2. Key provisions and changes (as implied by title)

  • Allow “additional catch-up contributions” for qualifying family caregivers:
    • The bill would modify existing catch-up rules (which currently apply to older age groups or specific plans) to include or expand relief for family caregivers.
    • Potentially defines categories of qualifying caregivers (e.g., individuals providing substantial unpaid care to a family member) and sets eligibility criteria.
  • Scope of accounts likely affected:
    • Typical catch-up provisions apply to tax-advantaged retirement accounts such as 401(k)s, 403(b)s, and Traditional/Roth IRAs. The bill would extend or tailor catch-up allowances within these or similar accounts.
  • Interaction with existing catch-up provisions:
    • The proposal would be additive to existing catch-up limits, potentially allowing an additional amount beyond the standard catch-up for those meeting caregiver criteria.
  • Administrative and compliance considerations:
    • Likely to include definitions, eligibility verification mechanisms, and any necessary reporting requirements to ensure proper application of increased limits.

3. Affected parties

  • Primary beneficiaries:
    • Family caregivers who meet the bill’s eligibility criteria (e.g., individuals providing qualifying unpaid care to a relative or household member).
  • Retirement plan participants:
    • Individuals with eligible employer-sponsored plans (e.g., 401(k), 403(b)) and/or individual retirement accounts (IRAs) who would be eligible for enhanced catch-up contributions.
  • Employers and plan sponsors:
    • Entities managing employee retirement plans would need to implement any new rules for catch-up contributions and ensure plan language complies with the bill.
  • Taxpayers and the Treasury:
    • While the bill may increase catch-up contributions, it could have fiscal implications by affecting tax deferrals and revenue, depending on the final design.

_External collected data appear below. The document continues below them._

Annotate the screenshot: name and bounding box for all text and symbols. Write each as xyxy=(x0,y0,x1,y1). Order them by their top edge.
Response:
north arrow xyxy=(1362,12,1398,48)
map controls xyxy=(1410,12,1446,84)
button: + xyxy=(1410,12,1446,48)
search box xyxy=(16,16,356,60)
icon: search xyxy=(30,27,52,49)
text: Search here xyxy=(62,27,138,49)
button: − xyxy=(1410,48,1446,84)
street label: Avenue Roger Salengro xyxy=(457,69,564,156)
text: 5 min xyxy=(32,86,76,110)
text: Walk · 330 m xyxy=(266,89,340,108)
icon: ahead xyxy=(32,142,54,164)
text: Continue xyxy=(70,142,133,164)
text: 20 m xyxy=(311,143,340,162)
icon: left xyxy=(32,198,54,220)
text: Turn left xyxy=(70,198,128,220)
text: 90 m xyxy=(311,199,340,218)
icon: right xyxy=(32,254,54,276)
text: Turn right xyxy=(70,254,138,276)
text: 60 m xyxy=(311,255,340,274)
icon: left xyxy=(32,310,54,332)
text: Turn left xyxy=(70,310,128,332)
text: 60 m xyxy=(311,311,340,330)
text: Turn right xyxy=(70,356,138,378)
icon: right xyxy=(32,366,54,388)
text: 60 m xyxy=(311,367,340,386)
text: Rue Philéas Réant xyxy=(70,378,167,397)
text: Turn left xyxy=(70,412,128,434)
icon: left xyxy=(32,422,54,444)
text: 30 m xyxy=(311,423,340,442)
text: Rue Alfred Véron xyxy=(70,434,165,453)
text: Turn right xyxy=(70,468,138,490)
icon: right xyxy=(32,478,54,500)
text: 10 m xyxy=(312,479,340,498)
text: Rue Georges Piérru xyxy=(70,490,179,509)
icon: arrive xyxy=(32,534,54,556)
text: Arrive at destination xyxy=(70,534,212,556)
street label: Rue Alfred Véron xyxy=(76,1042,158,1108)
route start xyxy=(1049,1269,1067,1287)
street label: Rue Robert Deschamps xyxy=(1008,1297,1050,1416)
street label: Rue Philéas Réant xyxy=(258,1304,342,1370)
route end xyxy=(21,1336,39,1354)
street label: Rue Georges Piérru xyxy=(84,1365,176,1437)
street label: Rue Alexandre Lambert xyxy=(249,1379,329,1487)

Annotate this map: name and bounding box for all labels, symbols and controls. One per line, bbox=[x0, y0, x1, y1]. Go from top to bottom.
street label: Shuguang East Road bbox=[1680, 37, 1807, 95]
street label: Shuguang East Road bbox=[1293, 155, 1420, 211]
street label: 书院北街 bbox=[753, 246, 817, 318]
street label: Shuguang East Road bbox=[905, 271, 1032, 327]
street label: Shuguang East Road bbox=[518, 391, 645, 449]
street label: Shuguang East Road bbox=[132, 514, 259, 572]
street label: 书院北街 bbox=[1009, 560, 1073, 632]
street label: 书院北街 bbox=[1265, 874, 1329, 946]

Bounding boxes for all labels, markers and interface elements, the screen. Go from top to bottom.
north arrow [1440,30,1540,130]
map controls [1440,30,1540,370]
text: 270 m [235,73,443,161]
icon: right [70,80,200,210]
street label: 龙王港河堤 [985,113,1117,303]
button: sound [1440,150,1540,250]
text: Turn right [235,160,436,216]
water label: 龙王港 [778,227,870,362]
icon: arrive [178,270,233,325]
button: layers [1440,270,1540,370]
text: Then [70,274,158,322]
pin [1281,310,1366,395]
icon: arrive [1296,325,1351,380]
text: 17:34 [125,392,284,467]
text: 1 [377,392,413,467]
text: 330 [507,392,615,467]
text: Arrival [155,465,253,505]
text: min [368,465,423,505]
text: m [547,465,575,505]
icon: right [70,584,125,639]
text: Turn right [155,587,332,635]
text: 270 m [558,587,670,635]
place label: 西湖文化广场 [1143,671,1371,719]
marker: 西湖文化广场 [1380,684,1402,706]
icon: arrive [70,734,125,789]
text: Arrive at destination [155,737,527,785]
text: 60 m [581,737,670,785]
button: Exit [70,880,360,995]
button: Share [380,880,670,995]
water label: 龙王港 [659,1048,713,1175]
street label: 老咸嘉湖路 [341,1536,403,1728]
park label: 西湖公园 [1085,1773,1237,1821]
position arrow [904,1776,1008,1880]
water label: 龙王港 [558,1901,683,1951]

4. Procedural and timeline aspects

  • Introduction and referral:
    • Introduced in the Senate on April 14, 2026.
    • Read twice and referred to the Senate Committee on Finance on the same day.
  • Sponsor and bipartisan support:
    • Co-sponsors: Senator Mark Warner and Senator Susan Collins, indicating cross-party interest and potential bipartisan backing.

5. Potential impacts and considerations

  • Financial security for caregivers:
    • By enabling higher retirement savings through additional catch-up contributions, caregivers may experience improved financial resilience in retirement.
  • Administrative impact:
    • Plan administrators would need to adjust plan documents and ensure eligibility is consistently applied.
  • Policy trade-offs:
    • The bill would likely affect tax deferral and future taxation upon withdrawal; the exact revenue impact would depend on the final eligibility rules and contribution amounts.

If you provide the bill’s text or more detailed summaries, I can refine this into a more precise enumeration of dollar amounts, specific eligibility criteria, and exact changes to the Internal Revenue Code.

Compiled from official sources — confirm details with the bill’s official record.